__WORK REQUEST__. Tally the lines in the data below in which the word "thumb" occurs, then give only the total.

━━ RECORD SET

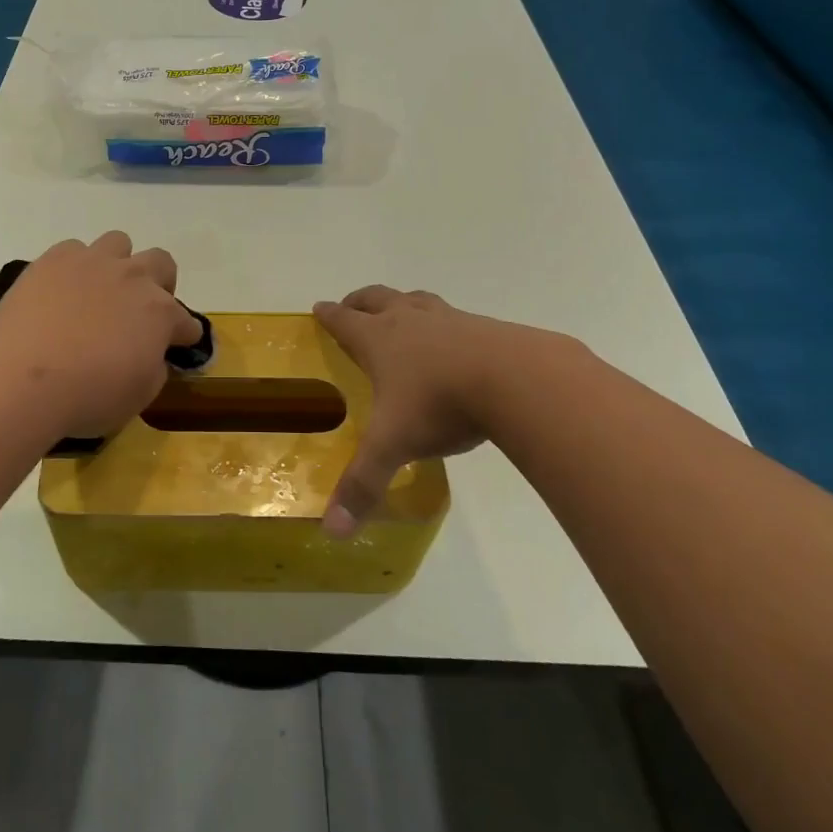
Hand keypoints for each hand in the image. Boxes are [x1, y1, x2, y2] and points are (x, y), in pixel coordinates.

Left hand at [0, 232, 202, 444]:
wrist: (26, 379)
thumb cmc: (89, 396)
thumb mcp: (138, 396)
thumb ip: (154, 369)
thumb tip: (151, 355)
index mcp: (160, 313)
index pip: (186, 321)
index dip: (183, 334)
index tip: (176, 346)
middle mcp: (134, 277)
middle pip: (161, 262)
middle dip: (159, 282)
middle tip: (139, 309)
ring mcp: (93, 262)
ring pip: (118, 243)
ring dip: (117, 264)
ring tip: (99, 290)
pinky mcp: (55, 259)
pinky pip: (73, 249)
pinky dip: (73, 267)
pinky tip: (61, 290)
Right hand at [314, 287, 549, 536]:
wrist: (513, 379)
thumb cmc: (439, 404)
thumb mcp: (395, 446)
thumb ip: (364, 485)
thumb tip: (332, 533)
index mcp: (379, 340)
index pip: (344, 321)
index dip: (329, 315)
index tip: (318, 307)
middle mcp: (409, 320)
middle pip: (377, 298)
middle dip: (360, 301)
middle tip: (350, 306)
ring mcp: (448, 320)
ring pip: (416, 300)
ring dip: (402, 303)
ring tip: (400, 312)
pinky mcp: (484, 327)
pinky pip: (454, 317)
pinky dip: (443, 323)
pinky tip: (455, 343)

━━━━

__WRITTEN ANSWER__. 8